Ah, I didn't realize the Isight was firewire. I've got an IMac Isight
so that is quite interesting. I've never owned a machine that had
firewire capability so is there a lot of hardware beyond cameras and
drives that utilize firewire? I know usb your limited to I believe
127 devices on any one port so I imagine there's some limit with
firewire as well. I guess firewire is sort of like scsi without all
the mess of termination etc.
Thanks for the bits of info, you learn something new everyday..grin
Scott
On Jan 6, 2006, at 11:05 PM, Bruce Bailey wrote:
Firewire devices can be daisy-chained.

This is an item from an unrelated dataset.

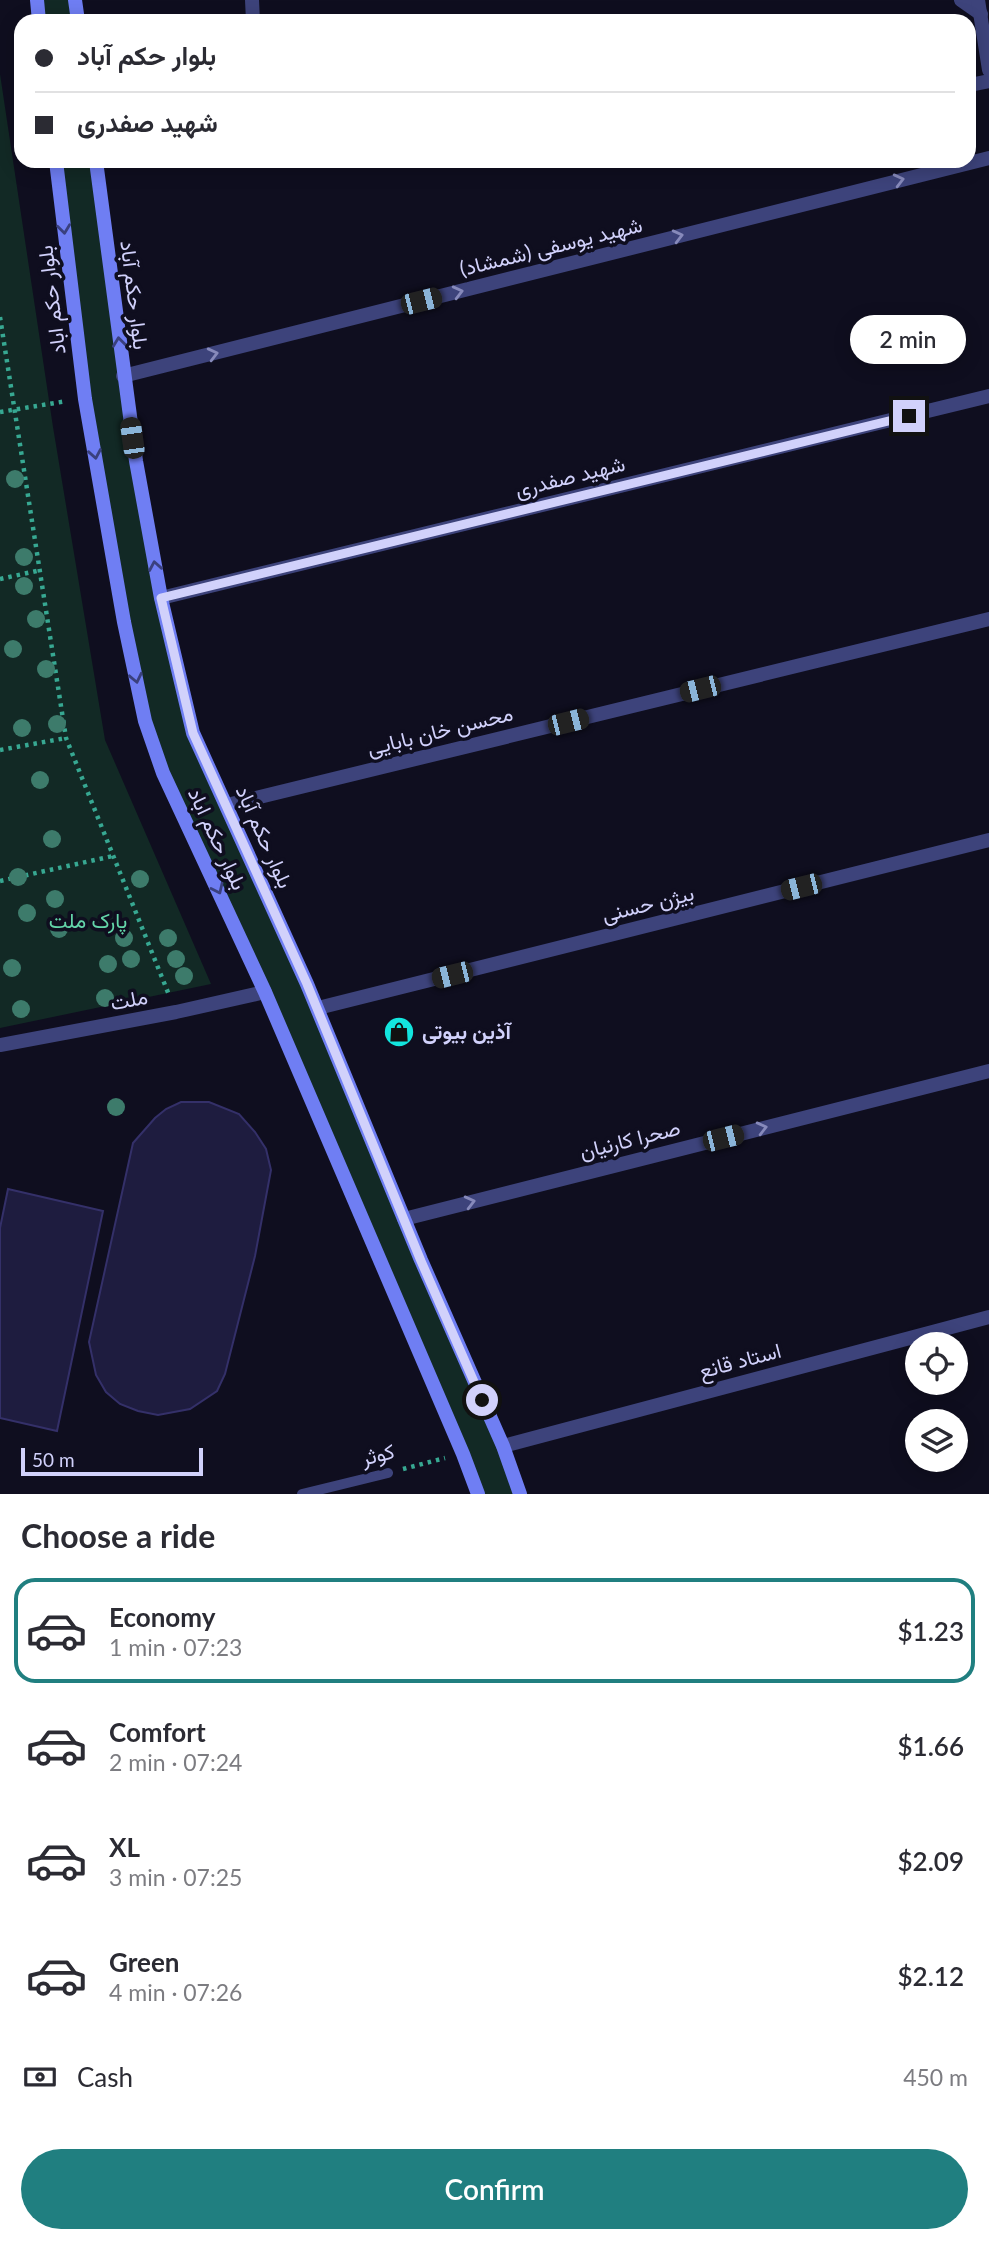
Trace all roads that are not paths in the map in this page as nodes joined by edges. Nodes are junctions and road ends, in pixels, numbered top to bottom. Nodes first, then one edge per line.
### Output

That is, one device plugged
into another into another. This is as opposed to the hub and spoke
topology used by USB. Desktop Macs have two Firewire ports as much
for this reason as any other. One can actually network Macs using
Firewire. Who remembers phone net cables and early AppleTalk?
Firewire is better than USB for anything that benefits from a
sustained data transfer rate. Or anything with a modest power
requirement (like an external hard drive) so that an external power
supply is not required. This is why the iSight cameras are so much
better quality than Windows USB web cams.
The only significant advantage of USB is that it is less expensive.
(This, of course, leads to it being more widely used. The popularity
of USB is based only on the cost factor, not any technical
superiority. But popularity is an important factor.)